• **TASK INSTRUCTIONS**
Leave no picture in, and give every entry again exactly.

╭─ THE INPUT

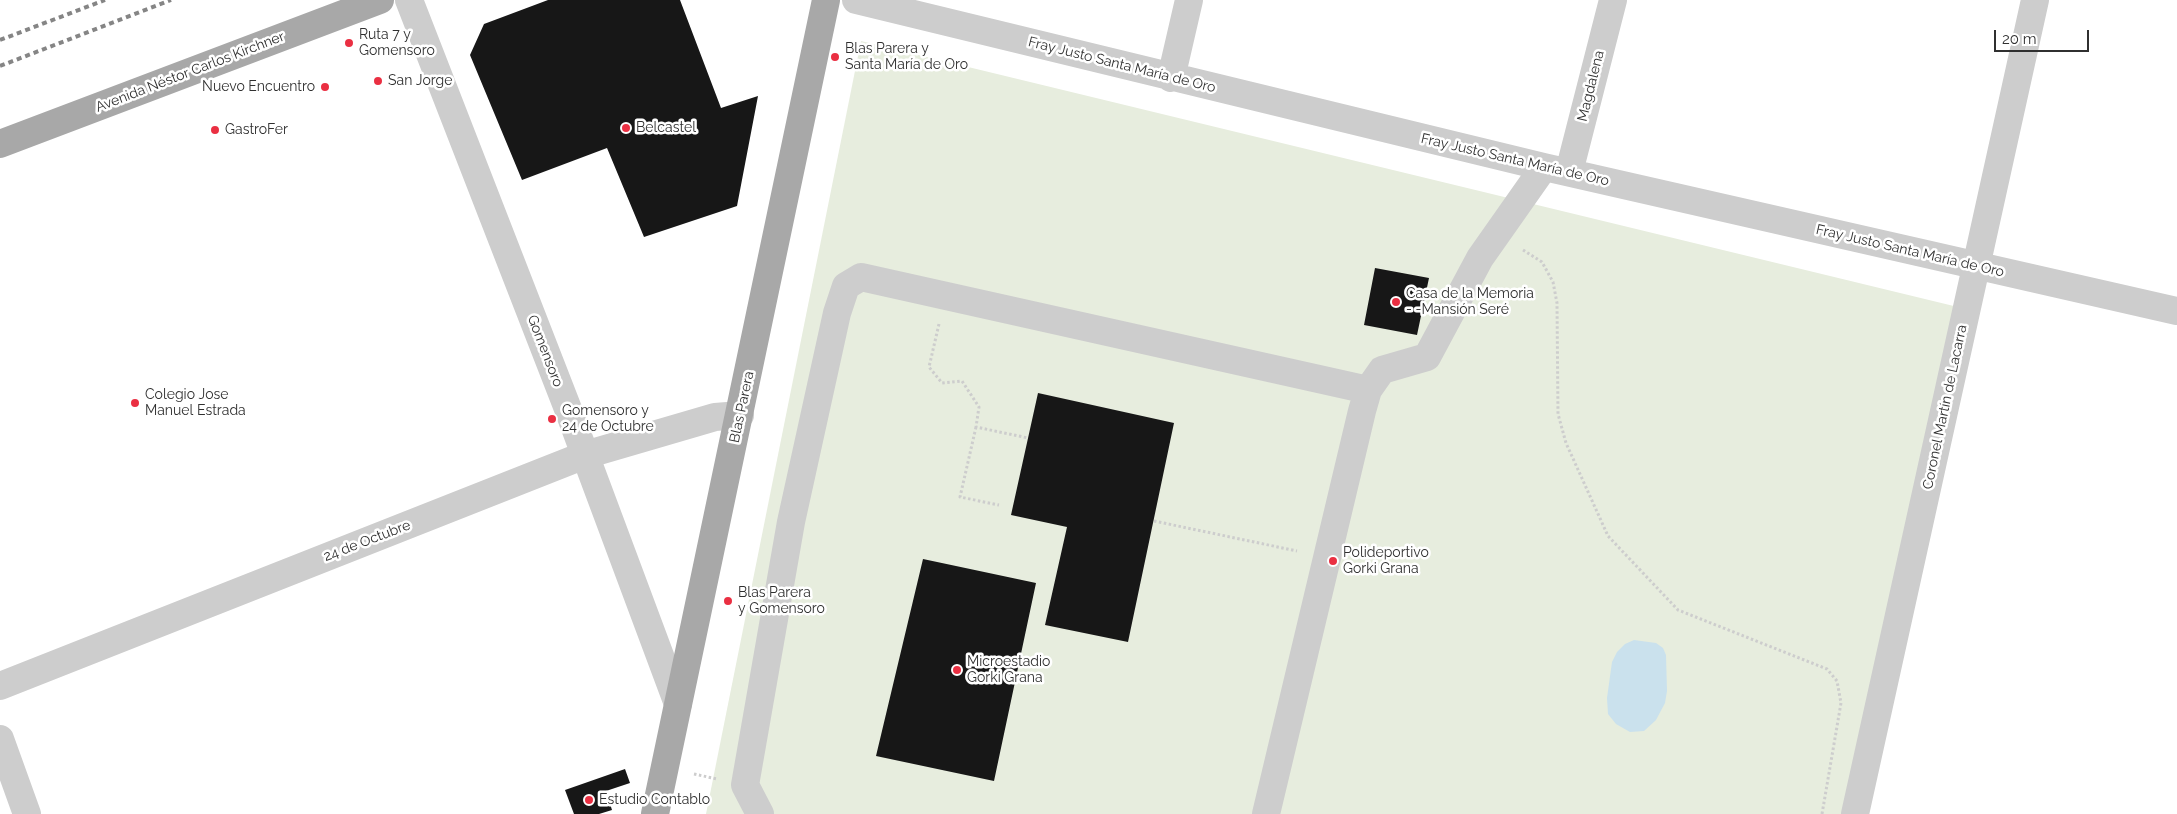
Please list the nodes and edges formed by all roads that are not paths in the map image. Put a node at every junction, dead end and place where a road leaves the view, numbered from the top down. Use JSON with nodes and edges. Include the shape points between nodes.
{"nodes":[{"id":1,"x":380,"y":0,"type":"edge"},
{"id":2,"x":408,"y":0,"type":"edge"},
{"id":3,"x":826,"y":0,"type":"edge"},
{"id":4,"x":856,"y":0,"type":"edge"},
{"id":5,"x":1189,"y":0,"type":"edge"},
{"id":6,"x":1613,"y":0,"type":"edge"},
{"id":7,"x":2035,"y":0,"type":"edge"},
{"id":8,"x":1171,"y":78,"type":"junction"},
{"id":9,"x":0,"y":144,"type":"edge"},
{"id":10,"x":1556,"y":170,"type":"junction"},
{"id":11,"x":1976,"y":266,"type":"junction"},
{"id":12,"x":2177,"y":311,"type":"edge"},
{"id":13,"x":1368,"y":390,"type":"junction"},
{"id":14,"x":740,"y":415,"type":"junction"},
{"id":15,"x":585,"y":456,"type":"junction"},
{"id":16,"x":0,"y":686,"type":"edge"},
{"id":17,"x":678,"y":704,"type":"junction"},
{"id":18,"x":0,"y":739,"type":"edge"},
{"id":19,"x":27,"y":814,"type":"edge"},
{"id":20,"x":656,"y":814,"type":"edge"},
{"id":21,"x":760,"y":814,"type":"edge"},
{"id":22,"x":1266,"y":814,"type":"edge"},
{"id":23,"x":1855,"y":814,"type":"edge"}],
"edges":[{"from":1,"to":9,"type":"main road","name":"Avenida Néstor Carlos Kirchner"},
{"from":2,"to":15,"type":"street","name":"Gomensoro"},
{"from":3,"to":14,"type":"main road","name":"Blas Parera"},
{"from":4,"to":8,"type":"street","name":"Fray Justo Santa María de Oro"},
{"from":5,"to":8,"type":"street"},
{"from":6,"to":10,"type":"street","name":"Magdalena"},
{"from":7,"to":11,"type":"street","name":"Coronel Martín de Lacarra"},
{"from":8,"to":10,"type":"street","name":"Fray Justo Santa María de Oro"},
{"from":10,"to":11,"type":"street","name":"Fray Justo Santa María de Oro"},
{"from":10,"to":13,"type":"street","via":[[1498,232],[1480,258],[1427,357],[1382,370]]},
{"from":11,"to":12,"type":"street","name":"Fray Justo Santa María de Oro"},
{"from":11,"to":23,"type":"street","name":"Coronel Martín de Lacarra"},
{"from":13,"to":21,"type":"street","via":[[862,277],[846,286],[837,313],[791,522],[744,785]]},
{"from":13,"to":22,"type":"street"},
{"from":14,"to":15,"type":"street","name":"24 de Octubre","via":[[714,416]]},
{"from":14,"to":17,"type":"main road","name":"Blas Parera"},
{"from":15,"to":16,"type":"street","name":"24 de Octubre"},
{"from":15,"to":17,"type":"street","name":"Gomensoro"},
{"from":17,"to":20,"type":"main road","name":"Blas Parera"},
{"from":18,"to":19,"type":"street"}]}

╰─

• **RESPONSE AREA**
Please list the nodes and edges formed by all roads that are not paths in the map image. Put a node at every junction, dead end and place where a road leaves the view, numbered from the top down. Use JSON with nodes and edges. Include the shape points between nodes.
{"nodes":[{"id":1,"x":380,"y":0,"type":"edge"},
{"id":2,"x":408,"y":0,"type":"edge"},
{"id":3,"x":826,"y":0,"type":"edge"},
{"id":4,"x":856,"y":0,"type":"edge"},
{"id":5,"x":1189,"y":0,"type":"edge"},
{"id":6,"x":1613,"y":0,"type":"edge"},
{"id":7,"x":2035,"y":0,"type":"edge"},
{"id":8,"x":1171,"y":78,"type":"junction"},
{"id":9,"x":0,"y":144,"type":"edge"},
{"id":10,"x":1556,"y":170,"type":"junction"},
{"id":11,"x":1976,"y":266,"type":"junction"},
{"id":12,"x":2177,"y":311,"type":"edge"},
{"id":13,"x":1368,"y":390,"type":"junction"},
{"id":14,"x":740,"y":415,"type":"junction"},
{"id":15,"x":585,"y":456,"type":"junction"},
{"id":16,"x":0,"y":686,"type":"edge"},
{"id":17,"x":678,"y":704,"type":"junction"},
{"id":18,"x":0,"y":739,"type":"edge"},
{"id":19,"x":27,"y":814,"type":"edge"},
{"id":20,"x":656,"y":814,"type":"edge"},
{"id":21,"x":760,"y":814,"type":"edge"},
{"id":22,"x":1266,"y":814,"type":"edge"},
{"id":23,"x":1855,"y":814,"type":"edge"}],
"edges":[{"from":1,"to":9,"type":"main road","name":"Avenida Néstor Carlos Kirchner"},
{"from":2,"to":15,"type":"street","name":"Gomensoro"},
{"from":3,"to":14,"type":"main road","name":"Blas Parera"},
{"from":4,"to":8,"type":"street","name":"Fray Justo Santa María de Oro"},
{"from":5,"to":8,"type":"street"},
{"from":6,"to":10,"type":"street","name":"Magdalena"},
{"from":7,"to":11,"type":"street","name":"Coronel Martín de Lacarra"},
{"from":8,"to":10,"type":"street","name":"Fray Justo Santa María de Oro"},
{"from":10,"to":11,"type":"street","name":"Fray Justo Santa María de Oro"},
{"from":10,"to":13,"type":"street","via":[[1498,232],[1480,258],[1427,357],[1382,370]]},
{"from":11,"to":12,"type":"street","name":"Fray Justo Santa María de Oro"},
{"from":11,"to":23,"type":"street","name":"Coronel Martín de Lacarra"},
{"from":13,"to":21,"type":"street","via":[[862,277],[846,286],[837,313],[791,522],[744,785]]},
{"from":13,"to":22,"type":"street"},
{"from":14,"to":15,"type":"street","name":"24 de Octubre","via":[[714,416]]},
{"from":14,"to":17,"type":"main road","name":"Blas Parera"},
{"from":15,"to":16,"type":"street","name":"24 de Octubre"},
{"from":15,"to":17,"type":"street","name":"Gomensoro"},
{"from":17,"to":20,"type":"main road","name":"Blas Parera"},
{"from":18,"to":19,"type":"street"}]}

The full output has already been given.